The station was criticised for its coverage of the Iraq war
According to an al-Jazeera spokesman, Ibrahim Helal said he had had "a tempting offer" from the BBC.
The charity BBC World Service Trust confirmed that Mr Helal was joining to work on a variety of media training projects over the next two years.
Al-Jazeera has been criticised by the US for airing recorded messages from Saddam Hussein and Osama Bin Laden.
Mr Helal said goodbye to colleagues at the channel's headquarters in the Qatari capital, Doha, adding that he had gained rich experience from working at the channel.

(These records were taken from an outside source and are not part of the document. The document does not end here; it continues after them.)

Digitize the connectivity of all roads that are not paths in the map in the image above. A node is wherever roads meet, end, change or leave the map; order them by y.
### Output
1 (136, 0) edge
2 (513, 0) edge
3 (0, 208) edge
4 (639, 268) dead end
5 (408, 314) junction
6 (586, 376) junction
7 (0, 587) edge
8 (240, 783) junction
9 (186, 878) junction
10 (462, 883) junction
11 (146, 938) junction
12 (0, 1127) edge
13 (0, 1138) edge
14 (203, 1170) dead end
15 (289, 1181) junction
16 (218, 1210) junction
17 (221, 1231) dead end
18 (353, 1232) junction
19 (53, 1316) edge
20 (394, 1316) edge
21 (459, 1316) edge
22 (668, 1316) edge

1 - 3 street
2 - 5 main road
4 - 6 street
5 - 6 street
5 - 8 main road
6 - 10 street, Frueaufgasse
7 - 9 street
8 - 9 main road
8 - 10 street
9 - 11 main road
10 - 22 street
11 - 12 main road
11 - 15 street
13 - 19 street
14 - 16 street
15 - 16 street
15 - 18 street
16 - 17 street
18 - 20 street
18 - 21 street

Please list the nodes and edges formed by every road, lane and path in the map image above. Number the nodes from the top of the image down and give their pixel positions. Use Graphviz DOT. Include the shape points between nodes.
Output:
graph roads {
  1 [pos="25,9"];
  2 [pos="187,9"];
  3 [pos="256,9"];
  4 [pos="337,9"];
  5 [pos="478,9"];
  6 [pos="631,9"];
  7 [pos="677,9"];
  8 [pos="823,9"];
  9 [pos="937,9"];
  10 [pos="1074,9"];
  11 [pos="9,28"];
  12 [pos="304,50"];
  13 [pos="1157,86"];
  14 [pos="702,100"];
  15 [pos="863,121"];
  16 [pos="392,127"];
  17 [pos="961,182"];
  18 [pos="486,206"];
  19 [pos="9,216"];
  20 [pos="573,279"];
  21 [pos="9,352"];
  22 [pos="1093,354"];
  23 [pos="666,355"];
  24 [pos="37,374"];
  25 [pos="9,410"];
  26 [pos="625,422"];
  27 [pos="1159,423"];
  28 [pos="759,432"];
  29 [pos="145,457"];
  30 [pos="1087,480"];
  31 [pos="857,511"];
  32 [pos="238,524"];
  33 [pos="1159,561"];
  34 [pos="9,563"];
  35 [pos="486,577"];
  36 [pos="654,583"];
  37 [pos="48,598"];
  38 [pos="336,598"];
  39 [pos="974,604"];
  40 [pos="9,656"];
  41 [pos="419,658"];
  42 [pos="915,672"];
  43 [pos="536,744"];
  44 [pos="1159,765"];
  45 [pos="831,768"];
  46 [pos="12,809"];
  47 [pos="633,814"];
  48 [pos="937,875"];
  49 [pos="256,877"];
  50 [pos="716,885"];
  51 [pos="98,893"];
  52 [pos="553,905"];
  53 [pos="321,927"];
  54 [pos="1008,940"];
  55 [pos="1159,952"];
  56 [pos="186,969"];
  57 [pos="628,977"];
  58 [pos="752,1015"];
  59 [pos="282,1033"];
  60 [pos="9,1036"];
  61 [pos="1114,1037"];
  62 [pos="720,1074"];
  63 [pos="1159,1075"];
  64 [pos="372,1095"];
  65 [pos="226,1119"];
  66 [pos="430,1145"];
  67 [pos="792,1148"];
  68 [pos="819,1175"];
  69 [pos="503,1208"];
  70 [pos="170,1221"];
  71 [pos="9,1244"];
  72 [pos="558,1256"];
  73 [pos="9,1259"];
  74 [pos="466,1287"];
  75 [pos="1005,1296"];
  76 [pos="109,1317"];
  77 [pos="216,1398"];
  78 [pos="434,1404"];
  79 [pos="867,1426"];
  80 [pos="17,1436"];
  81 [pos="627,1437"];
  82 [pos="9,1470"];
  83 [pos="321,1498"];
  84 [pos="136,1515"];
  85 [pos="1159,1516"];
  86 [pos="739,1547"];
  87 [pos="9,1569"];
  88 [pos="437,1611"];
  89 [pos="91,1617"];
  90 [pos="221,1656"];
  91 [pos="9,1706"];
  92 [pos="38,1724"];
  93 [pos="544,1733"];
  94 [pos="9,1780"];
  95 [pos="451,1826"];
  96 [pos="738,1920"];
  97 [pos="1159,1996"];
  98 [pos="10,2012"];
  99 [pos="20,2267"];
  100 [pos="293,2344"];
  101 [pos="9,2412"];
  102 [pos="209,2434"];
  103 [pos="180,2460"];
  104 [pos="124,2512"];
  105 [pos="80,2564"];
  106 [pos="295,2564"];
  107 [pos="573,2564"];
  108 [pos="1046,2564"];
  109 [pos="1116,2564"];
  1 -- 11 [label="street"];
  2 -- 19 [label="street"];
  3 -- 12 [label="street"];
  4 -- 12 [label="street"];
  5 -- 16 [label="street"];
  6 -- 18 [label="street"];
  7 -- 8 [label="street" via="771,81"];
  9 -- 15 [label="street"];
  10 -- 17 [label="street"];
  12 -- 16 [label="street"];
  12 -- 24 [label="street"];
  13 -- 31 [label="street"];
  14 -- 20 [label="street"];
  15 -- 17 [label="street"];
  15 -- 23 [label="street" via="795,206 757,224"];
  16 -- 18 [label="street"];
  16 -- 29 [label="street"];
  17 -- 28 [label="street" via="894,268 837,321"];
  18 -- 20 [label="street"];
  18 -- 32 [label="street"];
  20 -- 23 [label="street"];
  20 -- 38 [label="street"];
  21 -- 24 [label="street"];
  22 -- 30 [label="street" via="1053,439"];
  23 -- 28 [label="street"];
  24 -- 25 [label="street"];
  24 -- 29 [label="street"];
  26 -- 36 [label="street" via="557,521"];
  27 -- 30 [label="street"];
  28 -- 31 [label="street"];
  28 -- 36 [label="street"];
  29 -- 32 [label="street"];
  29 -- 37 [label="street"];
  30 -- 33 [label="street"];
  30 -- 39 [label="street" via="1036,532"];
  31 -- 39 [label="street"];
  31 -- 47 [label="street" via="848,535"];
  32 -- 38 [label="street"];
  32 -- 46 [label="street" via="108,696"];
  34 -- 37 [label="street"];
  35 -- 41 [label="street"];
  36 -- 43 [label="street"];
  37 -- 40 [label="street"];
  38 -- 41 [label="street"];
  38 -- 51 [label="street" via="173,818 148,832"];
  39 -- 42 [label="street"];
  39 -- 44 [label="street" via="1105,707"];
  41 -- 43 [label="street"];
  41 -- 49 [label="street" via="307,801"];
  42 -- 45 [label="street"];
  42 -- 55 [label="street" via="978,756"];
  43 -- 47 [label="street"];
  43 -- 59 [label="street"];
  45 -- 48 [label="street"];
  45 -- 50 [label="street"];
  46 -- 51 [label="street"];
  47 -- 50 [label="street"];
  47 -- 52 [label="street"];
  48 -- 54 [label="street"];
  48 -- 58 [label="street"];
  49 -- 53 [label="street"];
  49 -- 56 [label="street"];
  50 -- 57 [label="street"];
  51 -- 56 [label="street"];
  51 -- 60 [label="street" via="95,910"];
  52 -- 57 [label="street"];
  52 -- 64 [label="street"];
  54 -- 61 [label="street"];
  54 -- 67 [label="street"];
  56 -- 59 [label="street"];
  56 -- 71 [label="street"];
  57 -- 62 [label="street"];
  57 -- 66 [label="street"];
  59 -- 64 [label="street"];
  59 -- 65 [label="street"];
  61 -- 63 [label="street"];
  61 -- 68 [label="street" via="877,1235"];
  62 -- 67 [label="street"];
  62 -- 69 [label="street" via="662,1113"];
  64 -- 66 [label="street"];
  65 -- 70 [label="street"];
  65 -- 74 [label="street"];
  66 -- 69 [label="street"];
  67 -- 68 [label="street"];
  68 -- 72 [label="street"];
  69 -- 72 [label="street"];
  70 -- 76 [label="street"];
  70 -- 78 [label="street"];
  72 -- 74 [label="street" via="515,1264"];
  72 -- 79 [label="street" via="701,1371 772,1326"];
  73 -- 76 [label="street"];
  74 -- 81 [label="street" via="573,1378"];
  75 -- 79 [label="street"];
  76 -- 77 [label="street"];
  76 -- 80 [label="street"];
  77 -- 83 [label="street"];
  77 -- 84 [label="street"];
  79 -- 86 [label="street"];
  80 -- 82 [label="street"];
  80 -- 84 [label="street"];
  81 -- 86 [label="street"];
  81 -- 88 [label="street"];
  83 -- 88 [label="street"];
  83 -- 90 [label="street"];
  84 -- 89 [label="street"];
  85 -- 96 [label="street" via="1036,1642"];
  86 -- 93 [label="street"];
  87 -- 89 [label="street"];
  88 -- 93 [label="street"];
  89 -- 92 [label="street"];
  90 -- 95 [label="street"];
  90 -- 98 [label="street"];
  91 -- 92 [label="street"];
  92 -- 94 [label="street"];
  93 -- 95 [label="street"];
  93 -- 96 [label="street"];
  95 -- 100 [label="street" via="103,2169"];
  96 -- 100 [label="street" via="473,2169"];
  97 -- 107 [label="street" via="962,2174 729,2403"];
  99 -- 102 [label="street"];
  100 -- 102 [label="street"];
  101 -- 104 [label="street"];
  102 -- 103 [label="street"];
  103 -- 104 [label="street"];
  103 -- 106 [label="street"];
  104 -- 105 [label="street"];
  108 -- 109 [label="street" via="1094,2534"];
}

He is expected to be replaced by Ghassan Bin-Jiddu, a talk show presenter and the channel's Tehran bureau chief who is regarded as a moderate in Middle Eastern affairs.
Mr Helal first joined al-Jazeera in 1996, when it was launched following the closure of the BBC World Service's Arabic-language TV newsroom.
He has also worked for the BBC Arabic Online service.
Correspondents say that in the Arabic-speaking world, al-Jazeera has for years had a large and loyal audience and a reputation as innovative and hard-hitting.
Its reputation in the West was made during and after the war in Afghanistan, when it broadcast exclusive messages from Osama Bin Laden.
Some officials in Washington have described it as being anti-American and encouraging Islamic militancy, especially since the US-led war in Iraq.